On one thing, I am in agreement with the psychologists who had been keeping him under observation: his almost total inability to express his emotions. And the shame that he felt, by proxy, when it was someone else who did it for him: first of all, his mother.
“LIKE NERO . . .?!”
“Yes, Nero. Lucius Domitius Ahenobarbus, who went by Nero, an underestimated emperor . . . slandered by history. I know that this will make you laugh, but it was him I was thinking about . . . that textbook figure, the madman from the movies, who plucks at his lyre, rapt with inspiration, while Rome is in flames. I was every bit as inspired, and in fact there was a music playing inside and outside me, I could distinctly hear the melody above the crackling of the flames, or perhaps it was as if that sound of cracks and pops were following the rhythm of a dance, a village dance, first slow, then faster and faster, its pace picking up . . . as if possessed by the devil. I was incapable of resisting the impulse: in fact, it seemed to me that it was neither useful nor even reasonable to try. And once the fire was raging, I was proud that it had been my hand that had caused it all, and I rejoiced as I gazed at the consequences . . . in observing that if I set out to do a certain thing, well, then, that thing happened . . . it was real, and I was real, too, seeing that it was only thanks to me that it had happened. Everything was burning, burning . . .”

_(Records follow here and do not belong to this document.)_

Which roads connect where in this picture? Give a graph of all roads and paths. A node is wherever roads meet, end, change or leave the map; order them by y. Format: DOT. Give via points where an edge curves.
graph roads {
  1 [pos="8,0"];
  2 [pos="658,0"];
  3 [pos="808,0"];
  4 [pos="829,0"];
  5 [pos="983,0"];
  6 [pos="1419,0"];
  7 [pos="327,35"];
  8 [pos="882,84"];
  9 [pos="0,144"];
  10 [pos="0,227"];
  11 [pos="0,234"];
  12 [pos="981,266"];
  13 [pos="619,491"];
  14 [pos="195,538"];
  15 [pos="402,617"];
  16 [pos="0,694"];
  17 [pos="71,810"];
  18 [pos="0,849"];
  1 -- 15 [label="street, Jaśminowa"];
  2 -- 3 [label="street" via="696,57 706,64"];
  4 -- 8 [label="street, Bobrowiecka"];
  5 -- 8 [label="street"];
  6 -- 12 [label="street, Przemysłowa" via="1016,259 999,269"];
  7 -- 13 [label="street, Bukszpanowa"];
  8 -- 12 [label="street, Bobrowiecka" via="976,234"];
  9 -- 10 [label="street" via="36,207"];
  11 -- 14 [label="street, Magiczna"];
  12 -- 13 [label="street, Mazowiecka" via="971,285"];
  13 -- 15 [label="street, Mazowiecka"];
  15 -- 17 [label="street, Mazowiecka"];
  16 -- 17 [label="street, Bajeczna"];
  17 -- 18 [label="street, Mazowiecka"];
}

THE CONNECTIONS IN THE NETWORK of my mind can be extremely fast or quite slow, depending on whether the elements to be connected are or are not dear to my heart. When the material it’s working on has no immediate importance for me, my brain zips along at stunning speed, a matter of nanoseconds and the most unthinkable relations are established, the farthest-flung notions come barreling in on me en masse; but just let the matter at hand have something to do with me, and my mind seizes up, gets distracted . . . when I have the person I would have liked to tell X and Y in front of me, just like that, X and Y vanish into thin air, and my mind turns blank, empty. I can say nothing.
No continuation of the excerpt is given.